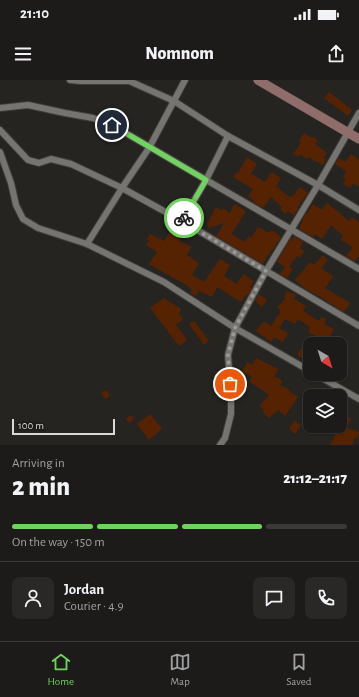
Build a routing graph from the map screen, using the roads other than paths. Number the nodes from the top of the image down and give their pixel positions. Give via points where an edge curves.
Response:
1 (70, 80) edge
2 (127, 80) edge
3 (185, 80) edge
4 (258, 80) edge
5 (174, 101) junction
6 (0, 108) edge
7 (359, 113) edge
8 (0, 130) edge
9 (348, 132) junction
10 (228, 136) junction
11 (359, 139) edge
12 (150, 148) junction
13 (0, 152) edge
14 (206, 180) junction
15 (318, 185) junction
16 (122, 188) junction
17 (359, 210) edge
18 (182, 221) junction
19 (292, 229) junction
20 (87, 244) junction
21 (359, 269) edge
22 (266, 271) junction
23 (359, 326) edge
24 (235, 328) junction
25 (303, 367) edge
26 (327, 381) edge
27 (359, 399) edge
28 (220, 445) edge

1 - 2 street
2 - 5 street
3 - 5 street
4 - 9 street
5 - 10 street
5 - 12 street
6 - 12 street via 28,105 92,118 112,125
7 - 9 street
8 - 16 street via 28,160 39,163 51,159 71,164
9 - 11 street
9 - 15 street
10 - 14 street
10 - 15 street
12 - 14 street
12 - 16 street
13 - 20 street via 16,204 24,220 38,228
14 - 18 street
14 - 19 street
15 - 17 street
15 - 19 street
16 - 18 street
16 - 20 street
18 - 22 street
19 - 21 street
19 - 22 street
20 - 24 street via 164,282
22 - 23 street
22 - 24 street
24 - 25 street
24 - 28 street via 228,355 231,414
26 - 27 street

::::::

Counting only lines that contain "junction", say how many there are in the material above, and add nothing.

12